===== Excerpted records

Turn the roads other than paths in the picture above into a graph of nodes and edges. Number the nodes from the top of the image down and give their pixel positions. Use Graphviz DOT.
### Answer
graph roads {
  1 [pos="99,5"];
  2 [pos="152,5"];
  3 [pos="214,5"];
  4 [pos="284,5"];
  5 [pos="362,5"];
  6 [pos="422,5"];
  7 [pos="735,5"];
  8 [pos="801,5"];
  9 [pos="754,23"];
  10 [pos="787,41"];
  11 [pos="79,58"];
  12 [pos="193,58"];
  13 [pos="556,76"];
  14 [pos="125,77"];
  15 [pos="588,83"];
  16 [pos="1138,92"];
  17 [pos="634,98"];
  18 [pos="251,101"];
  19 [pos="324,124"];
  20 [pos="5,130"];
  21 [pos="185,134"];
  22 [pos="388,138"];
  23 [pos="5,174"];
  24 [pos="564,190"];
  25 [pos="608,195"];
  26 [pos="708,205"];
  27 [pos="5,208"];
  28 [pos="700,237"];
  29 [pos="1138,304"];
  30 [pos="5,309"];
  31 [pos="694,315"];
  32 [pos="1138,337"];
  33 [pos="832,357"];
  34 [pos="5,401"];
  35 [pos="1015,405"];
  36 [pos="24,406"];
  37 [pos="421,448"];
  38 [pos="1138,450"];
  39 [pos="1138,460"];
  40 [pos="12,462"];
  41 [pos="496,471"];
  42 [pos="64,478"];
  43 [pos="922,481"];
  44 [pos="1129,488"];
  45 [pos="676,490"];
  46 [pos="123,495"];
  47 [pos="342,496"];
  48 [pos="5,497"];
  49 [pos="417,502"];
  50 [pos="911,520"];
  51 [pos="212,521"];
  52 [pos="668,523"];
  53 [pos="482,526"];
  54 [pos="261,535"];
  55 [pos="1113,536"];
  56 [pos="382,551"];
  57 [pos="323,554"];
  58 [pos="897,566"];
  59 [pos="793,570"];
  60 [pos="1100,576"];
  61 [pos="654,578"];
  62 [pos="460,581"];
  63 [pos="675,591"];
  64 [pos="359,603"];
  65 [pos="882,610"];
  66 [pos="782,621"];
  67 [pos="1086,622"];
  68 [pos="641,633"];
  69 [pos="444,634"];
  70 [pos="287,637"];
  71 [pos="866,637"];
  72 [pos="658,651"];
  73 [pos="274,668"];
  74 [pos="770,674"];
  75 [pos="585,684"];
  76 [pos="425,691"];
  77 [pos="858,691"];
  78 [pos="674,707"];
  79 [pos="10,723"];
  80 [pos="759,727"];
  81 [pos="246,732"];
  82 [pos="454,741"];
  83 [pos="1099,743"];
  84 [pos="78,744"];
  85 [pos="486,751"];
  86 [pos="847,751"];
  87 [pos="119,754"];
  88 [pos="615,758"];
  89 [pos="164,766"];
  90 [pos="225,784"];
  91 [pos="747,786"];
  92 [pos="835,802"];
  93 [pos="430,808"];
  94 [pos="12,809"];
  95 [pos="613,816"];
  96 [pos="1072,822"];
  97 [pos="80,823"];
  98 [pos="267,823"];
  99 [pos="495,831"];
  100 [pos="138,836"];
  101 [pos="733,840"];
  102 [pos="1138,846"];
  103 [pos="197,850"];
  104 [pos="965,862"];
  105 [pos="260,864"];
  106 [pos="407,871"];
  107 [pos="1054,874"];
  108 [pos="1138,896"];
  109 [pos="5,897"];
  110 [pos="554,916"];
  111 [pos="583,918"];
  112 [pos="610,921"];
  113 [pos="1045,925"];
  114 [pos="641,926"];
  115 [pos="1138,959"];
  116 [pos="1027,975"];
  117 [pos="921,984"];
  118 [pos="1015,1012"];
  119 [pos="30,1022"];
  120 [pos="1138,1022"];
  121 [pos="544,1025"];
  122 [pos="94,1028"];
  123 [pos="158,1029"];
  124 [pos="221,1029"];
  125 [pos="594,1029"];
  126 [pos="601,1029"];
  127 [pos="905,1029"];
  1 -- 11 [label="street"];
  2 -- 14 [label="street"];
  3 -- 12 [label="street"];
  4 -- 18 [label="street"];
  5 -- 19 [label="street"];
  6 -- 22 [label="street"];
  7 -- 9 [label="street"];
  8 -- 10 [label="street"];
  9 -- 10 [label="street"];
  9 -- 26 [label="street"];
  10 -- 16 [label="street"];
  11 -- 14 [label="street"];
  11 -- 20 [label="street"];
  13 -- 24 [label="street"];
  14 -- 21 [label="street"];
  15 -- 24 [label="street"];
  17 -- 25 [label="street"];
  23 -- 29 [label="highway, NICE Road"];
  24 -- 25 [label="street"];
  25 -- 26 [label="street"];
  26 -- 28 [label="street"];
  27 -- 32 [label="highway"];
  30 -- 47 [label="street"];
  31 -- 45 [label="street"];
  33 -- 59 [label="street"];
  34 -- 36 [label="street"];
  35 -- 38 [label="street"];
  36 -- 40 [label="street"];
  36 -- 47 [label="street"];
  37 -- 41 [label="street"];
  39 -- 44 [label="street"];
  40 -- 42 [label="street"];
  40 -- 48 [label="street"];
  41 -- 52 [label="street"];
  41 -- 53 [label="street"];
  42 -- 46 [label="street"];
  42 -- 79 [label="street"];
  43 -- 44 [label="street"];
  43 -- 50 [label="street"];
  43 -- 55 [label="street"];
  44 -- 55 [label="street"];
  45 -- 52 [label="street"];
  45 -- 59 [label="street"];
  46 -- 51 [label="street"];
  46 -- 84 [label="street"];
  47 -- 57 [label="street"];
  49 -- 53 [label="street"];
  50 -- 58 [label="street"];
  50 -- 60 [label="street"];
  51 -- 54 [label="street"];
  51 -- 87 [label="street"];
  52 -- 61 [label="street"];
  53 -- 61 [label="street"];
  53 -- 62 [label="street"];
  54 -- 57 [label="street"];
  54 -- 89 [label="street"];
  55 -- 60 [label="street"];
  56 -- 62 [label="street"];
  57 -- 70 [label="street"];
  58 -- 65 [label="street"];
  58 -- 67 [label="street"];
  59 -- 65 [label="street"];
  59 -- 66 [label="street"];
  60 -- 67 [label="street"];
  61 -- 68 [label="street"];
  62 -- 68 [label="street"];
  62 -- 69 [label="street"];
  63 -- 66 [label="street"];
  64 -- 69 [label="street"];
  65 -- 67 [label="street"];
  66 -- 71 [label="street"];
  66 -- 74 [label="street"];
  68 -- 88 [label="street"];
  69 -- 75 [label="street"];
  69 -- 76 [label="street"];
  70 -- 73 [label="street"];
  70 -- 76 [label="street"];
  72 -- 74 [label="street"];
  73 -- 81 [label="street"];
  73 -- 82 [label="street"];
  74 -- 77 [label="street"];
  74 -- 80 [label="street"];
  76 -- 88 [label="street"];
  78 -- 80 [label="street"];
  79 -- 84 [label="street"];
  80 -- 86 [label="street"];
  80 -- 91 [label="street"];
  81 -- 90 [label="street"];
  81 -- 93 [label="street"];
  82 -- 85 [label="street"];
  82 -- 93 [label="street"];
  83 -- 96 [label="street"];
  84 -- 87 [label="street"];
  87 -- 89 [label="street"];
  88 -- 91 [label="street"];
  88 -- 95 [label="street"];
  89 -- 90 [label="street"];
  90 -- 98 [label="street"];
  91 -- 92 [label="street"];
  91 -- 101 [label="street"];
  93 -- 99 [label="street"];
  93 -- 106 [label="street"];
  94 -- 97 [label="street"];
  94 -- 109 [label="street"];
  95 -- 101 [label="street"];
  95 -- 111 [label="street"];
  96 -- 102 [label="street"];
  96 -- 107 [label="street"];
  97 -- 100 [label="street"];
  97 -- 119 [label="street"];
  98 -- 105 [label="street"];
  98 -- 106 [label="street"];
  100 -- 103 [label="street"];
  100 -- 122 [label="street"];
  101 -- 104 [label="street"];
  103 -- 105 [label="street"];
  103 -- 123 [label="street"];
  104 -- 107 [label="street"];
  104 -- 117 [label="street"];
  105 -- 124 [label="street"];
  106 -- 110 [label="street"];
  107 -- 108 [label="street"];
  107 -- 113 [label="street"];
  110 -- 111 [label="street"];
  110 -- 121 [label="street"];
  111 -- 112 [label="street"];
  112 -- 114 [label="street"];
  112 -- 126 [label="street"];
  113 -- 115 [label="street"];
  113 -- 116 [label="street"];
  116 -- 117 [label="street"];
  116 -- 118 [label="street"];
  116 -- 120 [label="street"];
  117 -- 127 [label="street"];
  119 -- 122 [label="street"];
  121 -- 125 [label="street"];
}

==========
===== Excerpted records

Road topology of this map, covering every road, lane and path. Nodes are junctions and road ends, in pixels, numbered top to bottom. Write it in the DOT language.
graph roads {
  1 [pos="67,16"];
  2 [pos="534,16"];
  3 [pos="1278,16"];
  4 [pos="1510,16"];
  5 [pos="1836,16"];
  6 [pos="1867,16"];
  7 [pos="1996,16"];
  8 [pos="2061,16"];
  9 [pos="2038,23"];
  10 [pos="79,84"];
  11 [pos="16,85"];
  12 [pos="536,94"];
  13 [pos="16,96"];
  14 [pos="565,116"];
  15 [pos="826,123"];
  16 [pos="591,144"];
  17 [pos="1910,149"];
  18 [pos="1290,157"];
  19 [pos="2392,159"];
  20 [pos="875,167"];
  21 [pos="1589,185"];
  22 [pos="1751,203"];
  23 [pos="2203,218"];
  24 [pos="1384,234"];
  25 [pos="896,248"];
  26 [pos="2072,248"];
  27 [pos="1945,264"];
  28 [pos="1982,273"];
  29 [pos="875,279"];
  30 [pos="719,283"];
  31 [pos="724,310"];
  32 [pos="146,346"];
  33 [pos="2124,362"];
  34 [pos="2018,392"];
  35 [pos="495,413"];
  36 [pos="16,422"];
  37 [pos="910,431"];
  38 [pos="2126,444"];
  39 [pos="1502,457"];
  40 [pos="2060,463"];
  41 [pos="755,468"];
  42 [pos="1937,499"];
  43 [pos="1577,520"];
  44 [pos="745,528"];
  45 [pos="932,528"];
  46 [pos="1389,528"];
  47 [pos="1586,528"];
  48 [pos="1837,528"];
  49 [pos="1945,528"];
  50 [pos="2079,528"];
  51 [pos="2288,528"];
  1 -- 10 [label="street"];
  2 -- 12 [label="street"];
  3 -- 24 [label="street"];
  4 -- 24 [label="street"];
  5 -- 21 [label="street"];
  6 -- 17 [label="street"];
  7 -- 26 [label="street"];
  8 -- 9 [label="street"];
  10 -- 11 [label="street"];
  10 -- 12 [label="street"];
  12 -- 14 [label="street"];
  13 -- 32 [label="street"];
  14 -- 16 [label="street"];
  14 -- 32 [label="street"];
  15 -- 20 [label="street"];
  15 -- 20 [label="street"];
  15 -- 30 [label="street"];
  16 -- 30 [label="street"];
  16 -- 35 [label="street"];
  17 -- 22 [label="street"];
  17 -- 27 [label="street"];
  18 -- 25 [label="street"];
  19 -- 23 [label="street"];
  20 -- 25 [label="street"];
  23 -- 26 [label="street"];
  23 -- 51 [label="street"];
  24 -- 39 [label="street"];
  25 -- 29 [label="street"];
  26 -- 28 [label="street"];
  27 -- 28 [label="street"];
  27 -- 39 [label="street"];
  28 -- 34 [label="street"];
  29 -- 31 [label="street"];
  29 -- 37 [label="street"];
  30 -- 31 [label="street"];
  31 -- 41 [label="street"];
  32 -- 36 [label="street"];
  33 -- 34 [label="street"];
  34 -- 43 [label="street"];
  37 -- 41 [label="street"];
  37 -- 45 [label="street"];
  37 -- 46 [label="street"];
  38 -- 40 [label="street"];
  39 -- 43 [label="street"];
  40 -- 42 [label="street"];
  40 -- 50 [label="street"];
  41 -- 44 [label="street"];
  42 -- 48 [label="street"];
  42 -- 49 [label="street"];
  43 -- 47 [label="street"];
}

==========

◆ **Work to complete**
All lines of the entries above where "highway" turns up should be reported.

◆ **Solved problem**
  23 -- 29 [label="highway, NICE Road"];
  27 -- 32 [label="highway"];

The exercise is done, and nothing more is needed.